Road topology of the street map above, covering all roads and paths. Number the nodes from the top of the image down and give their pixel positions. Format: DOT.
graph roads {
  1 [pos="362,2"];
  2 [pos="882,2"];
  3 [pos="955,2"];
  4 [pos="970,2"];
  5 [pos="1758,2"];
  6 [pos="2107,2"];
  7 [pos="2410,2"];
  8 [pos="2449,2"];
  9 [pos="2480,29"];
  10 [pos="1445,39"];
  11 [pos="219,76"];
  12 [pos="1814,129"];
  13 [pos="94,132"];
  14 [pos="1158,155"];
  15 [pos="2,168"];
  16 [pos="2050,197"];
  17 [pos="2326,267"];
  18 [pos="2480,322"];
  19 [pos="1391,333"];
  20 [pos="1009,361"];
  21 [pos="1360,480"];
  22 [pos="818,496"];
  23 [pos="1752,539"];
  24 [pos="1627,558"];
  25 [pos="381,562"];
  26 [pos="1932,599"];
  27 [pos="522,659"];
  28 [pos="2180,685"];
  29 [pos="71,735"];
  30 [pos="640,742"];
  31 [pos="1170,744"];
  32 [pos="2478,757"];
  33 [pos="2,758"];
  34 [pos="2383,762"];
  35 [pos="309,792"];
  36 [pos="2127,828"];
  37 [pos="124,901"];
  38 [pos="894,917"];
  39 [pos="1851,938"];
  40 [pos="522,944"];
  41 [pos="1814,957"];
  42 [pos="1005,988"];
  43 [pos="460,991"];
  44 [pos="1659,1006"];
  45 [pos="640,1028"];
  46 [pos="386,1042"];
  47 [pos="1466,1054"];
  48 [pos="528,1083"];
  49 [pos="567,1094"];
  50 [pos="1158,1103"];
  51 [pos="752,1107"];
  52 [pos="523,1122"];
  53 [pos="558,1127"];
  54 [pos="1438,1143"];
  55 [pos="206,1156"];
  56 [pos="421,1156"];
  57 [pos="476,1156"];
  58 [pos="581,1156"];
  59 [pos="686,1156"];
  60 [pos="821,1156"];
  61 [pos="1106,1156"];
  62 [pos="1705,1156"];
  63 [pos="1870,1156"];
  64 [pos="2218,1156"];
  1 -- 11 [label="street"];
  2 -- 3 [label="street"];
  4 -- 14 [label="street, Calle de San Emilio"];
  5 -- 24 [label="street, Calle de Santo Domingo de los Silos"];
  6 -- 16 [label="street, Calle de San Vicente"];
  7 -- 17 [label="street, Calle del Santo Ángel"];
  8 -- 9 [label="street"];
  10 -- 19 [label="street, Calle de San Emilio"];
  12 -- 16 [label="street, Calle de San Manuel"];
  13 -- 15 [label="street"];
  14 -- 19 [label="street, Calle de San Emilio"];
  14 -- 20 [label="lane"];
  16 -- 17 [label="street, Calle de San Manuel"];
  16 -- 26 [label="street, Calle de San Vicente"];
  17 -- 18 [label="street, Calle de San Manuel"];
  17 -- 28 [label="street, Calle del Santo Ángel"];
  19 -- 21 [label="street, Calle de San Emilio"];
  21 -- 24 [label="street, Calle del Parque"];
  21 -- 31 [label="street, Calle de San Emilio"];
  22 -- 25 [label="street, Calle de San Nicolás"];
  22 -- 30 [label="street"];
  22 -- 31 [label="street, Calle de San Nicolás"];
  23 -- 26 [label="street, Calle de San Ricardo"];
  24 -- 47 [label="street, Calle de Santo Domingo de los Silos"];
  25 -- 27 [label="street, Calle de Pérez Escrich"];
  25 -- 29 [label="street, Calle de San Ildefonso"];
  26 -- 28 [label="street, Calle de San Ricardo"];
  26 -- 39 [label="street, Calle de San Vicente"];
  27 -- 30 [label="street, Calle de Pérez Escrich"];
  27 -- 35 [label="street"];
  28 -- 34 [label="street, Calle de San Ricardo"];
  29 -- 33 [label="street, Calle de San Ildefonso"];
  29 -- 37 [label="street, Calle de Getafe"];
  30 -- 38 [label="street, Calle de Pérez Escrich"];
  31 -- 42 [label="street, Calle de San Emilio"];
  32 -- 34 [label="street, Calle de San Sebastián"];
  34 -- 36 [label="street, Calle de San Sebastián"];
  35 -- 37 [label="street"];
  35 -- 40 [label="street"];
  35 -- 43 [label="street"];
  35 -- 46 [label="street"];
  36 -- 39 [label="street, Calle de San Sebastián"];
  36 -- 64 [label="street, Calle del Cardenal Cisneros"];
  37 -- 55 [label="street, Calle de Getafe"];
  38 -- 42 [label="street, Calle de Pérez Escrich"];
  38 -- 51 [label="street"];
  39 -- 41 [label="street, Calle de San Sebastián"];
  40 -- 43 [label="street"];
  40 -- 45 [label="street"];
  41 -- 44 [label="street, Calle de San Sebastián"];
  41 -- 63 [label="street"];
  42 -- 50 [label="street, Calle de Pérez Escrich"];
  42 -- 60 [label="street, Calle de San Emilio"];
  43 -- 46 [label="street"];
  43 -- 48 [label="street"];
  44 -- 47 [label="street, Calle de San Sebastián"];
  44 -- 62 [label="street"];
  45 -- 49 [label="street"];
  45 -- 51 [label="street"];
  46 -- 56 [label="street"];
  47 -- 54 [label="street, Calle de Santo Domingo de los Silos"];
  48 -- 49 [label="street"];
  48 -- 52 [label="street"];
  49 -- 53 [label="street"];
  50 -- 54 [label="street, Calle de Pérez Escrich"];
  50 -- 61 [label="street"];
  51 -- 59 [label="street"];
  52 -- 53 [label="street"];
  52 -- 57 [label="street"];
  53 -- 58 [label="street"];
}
+++++
Please copy each line of the records above in which the word "roads" can be found.

Road topology of the street map above, covering all roads and paths. Number the nodes from the top of the image down and give their pixel positions. Format: DOT.
graph roads {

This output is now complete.